(Records supplied Opens)

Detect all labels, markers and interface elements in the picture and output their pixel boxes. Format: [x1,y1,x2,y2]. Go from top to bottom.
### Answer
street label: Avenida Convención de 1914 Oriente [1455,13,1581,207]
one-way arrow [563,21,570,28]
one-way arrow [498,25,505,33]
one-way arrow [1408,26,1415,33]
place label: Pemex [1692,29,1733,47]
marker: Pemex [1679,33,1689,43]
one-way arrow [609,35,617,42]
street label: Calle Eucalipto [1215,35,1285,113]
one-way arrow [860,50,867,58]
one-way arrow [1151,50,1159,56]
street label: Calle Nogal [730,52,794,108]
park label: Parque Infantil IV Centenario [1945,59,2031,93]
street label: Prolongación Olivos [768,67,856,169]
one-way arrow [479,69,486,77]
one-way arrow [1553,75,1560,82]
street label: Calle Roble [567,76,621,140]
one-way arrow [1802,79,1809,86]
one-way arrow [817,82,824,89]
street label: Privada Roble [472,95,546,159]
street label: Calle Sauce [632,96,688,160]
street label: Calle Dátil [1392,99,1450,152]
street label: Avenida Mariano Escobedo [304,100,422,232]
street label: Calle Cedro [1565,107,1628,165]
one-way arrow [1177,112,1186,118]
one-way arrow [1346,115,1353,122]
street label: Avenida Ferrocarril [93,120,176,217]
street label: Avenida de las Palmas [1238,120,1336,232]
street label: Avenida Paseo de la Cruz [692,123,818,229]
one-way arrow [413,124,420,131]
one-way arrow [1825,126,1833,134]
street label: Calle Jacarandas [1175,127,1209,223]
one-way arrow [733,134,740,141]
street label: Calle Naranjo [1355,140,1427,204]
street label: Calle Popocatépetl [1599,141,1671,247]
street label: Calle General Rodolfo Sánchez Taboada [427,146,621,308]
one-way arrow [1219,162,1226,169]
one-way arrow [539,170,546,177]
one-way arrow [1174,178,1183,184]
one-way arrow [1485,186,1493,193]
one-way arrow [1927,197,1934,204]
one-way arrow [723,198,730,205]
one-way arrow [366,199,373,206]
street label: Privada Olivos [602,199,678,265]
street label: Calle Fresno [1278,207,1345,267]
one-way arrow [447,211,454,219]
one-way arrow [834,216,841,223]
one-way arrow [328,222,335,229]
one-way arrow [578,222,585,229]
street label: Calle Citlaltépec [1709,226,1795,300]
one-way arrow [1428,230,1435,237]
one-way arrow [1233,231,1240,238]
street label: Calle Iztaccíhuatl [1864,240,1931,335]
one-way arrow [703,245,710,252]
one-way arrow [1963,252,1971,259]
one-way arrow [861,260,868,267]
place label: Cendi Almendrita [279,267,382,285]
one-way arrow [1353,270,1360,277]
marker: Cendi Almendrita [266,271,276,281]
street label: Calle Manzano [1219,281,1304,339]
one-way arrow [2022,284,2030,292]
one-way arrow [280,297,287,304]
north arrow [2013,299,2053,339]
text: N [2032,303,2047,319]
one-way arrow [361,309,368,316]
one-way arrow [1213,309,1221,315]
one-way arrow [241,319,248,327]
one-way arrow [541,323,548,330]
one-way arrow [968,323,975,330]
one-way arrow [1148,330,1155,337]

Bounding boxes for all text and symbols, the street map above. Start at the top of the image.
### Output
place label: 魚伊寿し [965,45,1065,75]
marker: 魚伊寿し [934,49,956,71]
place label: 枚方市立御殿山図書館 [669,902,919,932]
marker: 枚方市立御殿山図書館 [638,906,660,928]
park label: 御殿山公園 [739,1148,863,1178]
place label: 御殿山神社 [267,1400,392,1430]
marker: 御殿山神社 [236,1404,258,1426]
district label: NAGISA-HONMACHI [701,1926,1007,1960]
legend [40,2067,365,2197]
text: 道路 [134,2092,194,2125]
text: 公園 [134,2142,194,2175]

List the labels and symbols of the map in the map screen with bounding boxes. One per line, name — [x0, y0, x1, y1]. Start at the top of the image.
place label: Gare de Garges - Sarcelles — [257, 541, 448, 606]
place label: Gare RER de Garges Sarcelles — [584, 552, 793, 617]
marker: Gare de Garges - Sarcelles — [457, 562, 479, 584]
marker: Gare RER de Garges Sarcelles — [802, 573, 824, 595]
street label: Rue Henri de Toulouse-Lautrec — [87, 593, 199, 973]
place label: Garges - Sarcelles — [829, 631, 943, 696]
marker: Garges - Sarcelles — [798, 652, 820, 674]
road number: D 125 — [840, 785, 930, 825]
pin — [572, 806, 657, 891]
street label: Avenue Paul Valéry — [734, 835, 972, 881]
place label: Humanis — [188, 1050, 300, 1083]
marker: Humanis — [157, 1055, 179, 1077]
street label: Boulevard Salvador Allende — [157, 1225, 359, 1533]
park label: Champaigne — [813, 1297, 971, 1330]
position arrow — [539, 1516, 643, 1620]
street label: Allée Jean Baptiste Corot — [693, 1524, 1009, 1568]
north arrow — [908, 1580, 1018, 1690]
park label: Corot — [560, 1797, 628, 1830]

(Records supplied Closes)

*Task to complete:* Scan the entries above and return each line that holds "park".

*Response:*
park label: Parque Infantil IV Centenario [1945,59,2031,93]
park label: 御殿山公園 [739,1148,863,1178]
park label: Champaigne — [813, 1297, 971, 1330]
park label: Corot — [560, 1797, 628, 1830]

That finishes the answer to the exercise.